*YOUR INSTRUCTIONS*. Locate every line in the records below that holds the word "Format" and return each one.

─── MATERIAL TO PROCESS ───

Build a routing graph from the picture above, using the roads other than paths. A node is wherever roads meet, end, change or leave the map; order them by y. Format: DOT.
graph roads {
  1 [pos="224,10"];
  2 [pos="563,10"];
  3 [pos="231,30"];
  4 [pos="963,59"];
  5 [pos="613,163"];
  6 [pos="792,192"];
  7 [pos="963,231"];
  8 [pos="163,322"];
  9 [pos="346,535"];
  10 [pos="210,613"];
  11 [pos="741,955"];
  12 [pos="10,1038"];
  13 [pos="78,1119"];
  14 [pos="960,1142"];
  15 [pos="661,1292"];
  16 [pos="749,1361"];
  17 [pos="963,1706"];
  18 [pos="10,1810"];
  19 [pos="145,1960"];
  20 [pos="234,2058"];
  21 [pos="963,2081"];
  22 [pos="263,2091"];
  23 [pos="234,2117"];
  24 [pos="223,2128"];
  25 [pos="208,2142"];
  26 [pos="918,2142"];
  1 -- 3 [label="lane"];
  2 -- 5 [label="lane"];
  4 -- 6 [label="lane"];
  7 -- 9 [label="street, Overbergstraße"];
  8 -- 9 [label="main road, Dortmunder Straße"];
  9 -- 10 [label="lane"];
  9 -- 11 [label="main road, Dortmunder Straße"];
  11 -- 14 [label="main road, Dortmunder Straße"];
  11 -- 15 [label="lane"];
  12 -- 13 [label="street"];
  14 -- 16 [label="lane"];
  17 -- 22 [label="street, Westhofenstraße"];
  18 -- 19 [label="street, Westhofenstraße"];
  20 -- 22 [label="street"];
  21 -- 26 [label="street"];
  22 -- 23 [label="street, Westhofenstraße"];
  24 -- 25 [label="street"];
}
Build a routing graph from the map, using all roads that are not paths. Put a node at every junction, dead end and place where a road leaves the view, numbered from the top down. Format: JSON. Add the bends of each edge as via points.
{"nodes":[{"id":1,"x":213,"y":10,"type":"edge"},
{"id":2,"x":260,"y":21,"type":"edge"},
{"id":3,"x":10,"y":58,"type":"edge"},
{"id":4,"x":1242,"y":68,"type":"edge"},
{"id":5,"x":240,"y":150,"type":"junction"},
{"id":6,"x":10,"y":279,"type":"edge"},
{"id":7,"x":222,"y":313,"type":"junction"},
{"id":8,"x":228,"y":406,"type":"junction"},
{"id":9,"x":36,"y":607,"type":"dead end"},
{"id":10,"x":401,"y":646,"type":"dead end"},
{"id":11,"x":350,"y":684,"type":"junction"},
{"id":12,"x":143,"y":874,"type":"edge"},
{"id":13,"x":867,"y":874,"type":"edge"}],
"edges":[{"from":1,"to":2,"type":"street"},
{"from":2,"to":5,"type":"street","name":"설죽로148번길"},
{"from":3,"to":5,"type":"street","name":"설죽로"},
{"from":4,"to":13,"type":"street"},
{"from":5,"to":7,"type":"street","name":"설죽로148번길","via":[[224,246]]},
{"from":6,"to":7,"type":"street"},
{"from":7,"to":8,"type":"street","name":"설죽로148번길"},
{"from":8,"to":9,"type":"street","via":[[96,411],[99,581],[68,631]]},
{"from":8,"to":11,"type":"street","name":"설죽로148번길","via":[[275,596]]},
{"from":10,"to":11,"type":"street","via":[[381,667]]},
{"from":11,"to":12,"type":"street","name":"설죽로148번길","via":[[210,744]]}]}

───

*ANSWER TO THIS TASK*.
Build a routing graph from the picture above, using the roads other than paths. A node is wherever roads meet, end, change or leave the map; order them by y. Format: DOT.
Build a routing graph from the map, using all roads that are not paths. Put a node at every junction, dead end and place where a road leaves the view, numbered from the top down. Format: JSON. Add the bends of each edge as via points.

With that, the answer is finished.